The process of trading in the commodity market is similar to that of trading in stocks. The main difference is that instead of buying or selling equity or stocks of various companies, commodities such as energy, agricultural products, and metals are traded on a commodity exchange. Besides these, there are differences in the instruments of trade and the units. Let’s take a look at some of the significant differences as well as pros and cons of both.
The risks associated with commodities are in fact less than that in stocks, contrary to popular belief. Commodities are not as volatile as they appear to be. Metal and energy contracts have a cutoff barrier of 6 percent either way but stocks can fluctuate up to 20 percent in a single day. For agricultural commodities, this cut off is at 4 percent.

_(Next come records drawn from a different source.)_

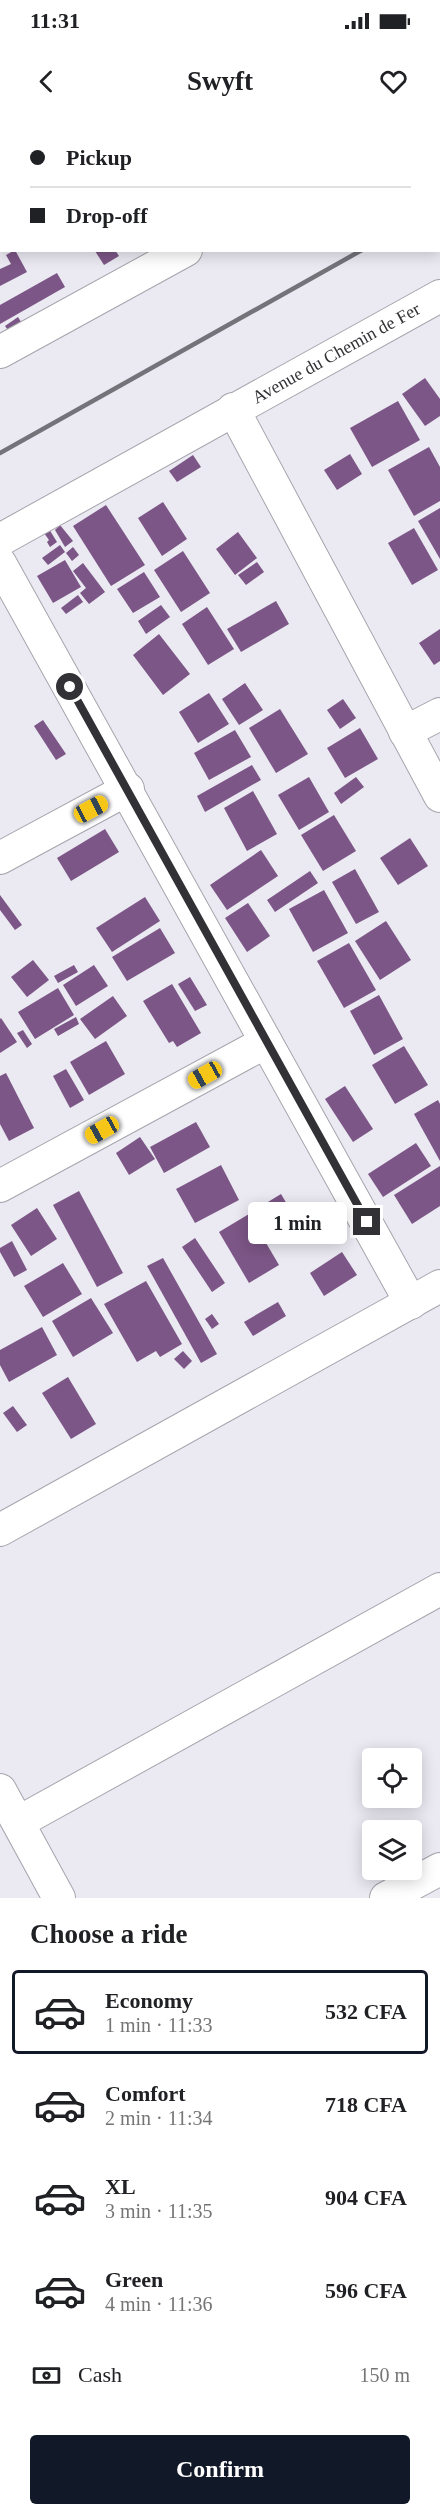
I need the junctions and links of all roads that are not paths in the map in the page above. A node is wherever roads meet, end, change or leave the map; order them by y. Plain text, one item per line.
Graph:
1 (182, 252) edge
2 (440, 296) edge
3 (0, 352) edge
4 (233, 410) junction
5 (0, 540) edge
6 (0, 563) edge
7 (440, 714) edge
8 (405, 732) junction
9 (128, 789) junction
10 (440, 796) edge
11 (0, 858) edge
12 (266, 1042) junction
13 (0, 1186) edge
14 (440, 1286) edge
15 (411, 1303) junction
16 (0, 1530) edge
17 (440, 1589) edge
18 (0, 1790) edge
19 (19, 1822) junction
20 (440, 1869) edge
21 (59, 1898) edge
22 (386, 1898) edge

1 - 3 street
2 - 4 street, Avenue du Chemin de Fer
4 - 5 street, Avenue du Chemin de Fer
4 - 8 street
6 - 9 street
7 - 8 street
8 - 10 street
9 - 11 street
9 - 12 street
12 - 13 street
12 - 15 street
14 - 15 street
15 - 16 street
17 - 19 street
18 - 19 street
19 - 21 street
20 - 22 street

The trade timings of the stock exchange and the commodity markets vary. The stock market functions from 9.15 am to 3.30 pm while the commodity markets stay open from around 10 am to midnight. This gives commodity traders a greater window of opportunity to carry out trades and maximize their profits.
Ease of trade
Trading in commodities is pretty simple because it is just a matter of supply and demand. But, trading in stocks and equity is slightly more complicated. Without researching about the company you are investing in and making any kind of monetary commitments is not advisable.
Returns and benefits
Here, stocks stand at a slightly better advantage because quite a few of them pay out regular dividends to investors based on their performance. This does not happen in commodity trading online or otherwise. The value of commodities, however, is dependent on a physical asset, which makes them a lucrative investment during periods of economic uncertainty.